Second, little is known about the impact of TV-related surgeries on gut microbiota. In this study, results showed that the absolute cell number obviously increased after SG-TV, and the most discriminative taxa were identified in the SG-TV group. Notably, Parabacteroides was identified as the SG-TV specific genus, which deserves more attention. Previous studies have already suggested the potential role of Parabacteroides in obesity resistance [39, 40]. It was reported that Parabacteroides was negatively associated with multiple significant clinical indicators about bodyweight and serum lipids [39, 41]. Furthermore, Parabacteroides goldsteinii and Parabacteroides distasonis, belonging to the to the genus Parabacteroides have been considered as anti-obesity bacteria [42,43,44]. Previous studies have reported that P. goldsteinii and P. distasonis could play predominant role in the anti-obesity effects of related medicines, and are novel probiotic bacteria that may be used to treat obesity and associated metabolic disorders [43,44,45]. In addition, based on the predicted PICRUSt of gut microbiota, the present study revealed many pathways related to metabolisms. Among them, polyketide sugar unit biosynthesis shows higher abundance in the SG-TV group, and significantly negatively correlated with BW and FBG (Fig. 6; Fig. S1), which was also observed in previous studies [46, 47]. Fan et al. found that Parabacteroides and polyketide sugar unit biosynthesis were significantly increased at the same time, which was consistent with our results [48]. However, the potential correlation between them remains to be explored. In a word, the genus Parabacteroides may be a potential contributor to the beneficial effects of TV-related surgery, and the potential metabolic function need to be further verified.

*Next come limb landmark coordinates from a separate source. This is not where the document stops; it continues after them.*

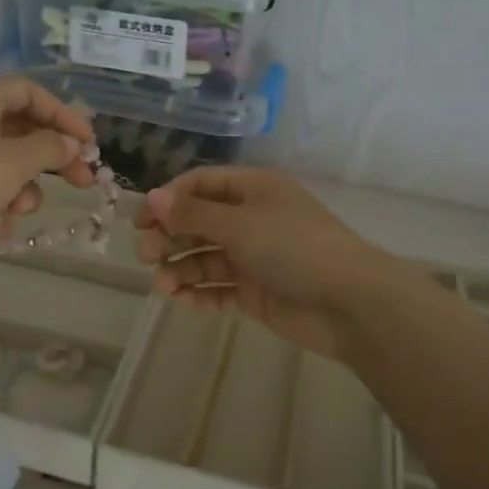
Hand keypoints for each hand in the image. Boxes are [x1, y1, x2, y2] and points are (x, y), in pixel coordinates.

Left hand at [0, 78, 96, 290]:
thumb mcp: (11, 162)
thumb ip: (49, 149)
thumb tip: (70, 143)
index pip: (29, 93)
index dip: (63, 114)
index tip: (89, 144)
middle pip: (21, 131)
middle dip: (52, 158)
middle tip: (84, 181)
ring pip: (6, 167)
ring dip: (23, 189)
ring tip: (22, 209)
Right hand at [133, 168, 409, 359]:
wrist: (349, 303)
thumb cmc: (293, 247)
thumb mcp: (239, 223)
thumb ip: (193, 214)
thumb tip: (152, 198)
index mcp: (253, 190)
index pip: (201, 185)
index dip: (169, 200)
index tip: (140, 222)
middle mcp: (252, 219)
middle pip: (199, 223)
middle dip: (171, 237)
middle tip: (145, 256)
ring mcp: (254, 258)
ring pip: (206, 259)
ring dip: (181, 269)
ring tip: (164, 286)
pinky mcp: (256, 293)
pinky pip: (219, 290)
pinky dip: (199, 294)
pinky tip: (181, 301)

We acknowledge several limitations of this study. Firstly, the sample size was limited but is comparable to other animal bariatric gut microbiota studies reported to date using 16S rRNA sequencing [10, 11]. Secondly, we use predicted rather than sequenced bacterial functions. Thus, metabolomics data are needed to explore these preliminary findings in further detail. Thirdly, the frequency of sampling collection is low; a long-term sampling was considered in our follow-up researches.

In conclusion, SG-TV could achieve a better effect of weight loss, indicating the synergistic effect of SG combined with TV. Besides, significant pre- to post-surgeries changes in the gut microbiome diversity, composition, and metabolic pathways were observed. And we found that the changes of the gut microbiome in a procedure-related manner. Moreover, the genus Parabacteroides, which is enriched specifically after SG-TV and negatively correlates with post-operative BW and FBG, may be the potential contributors to weight loss.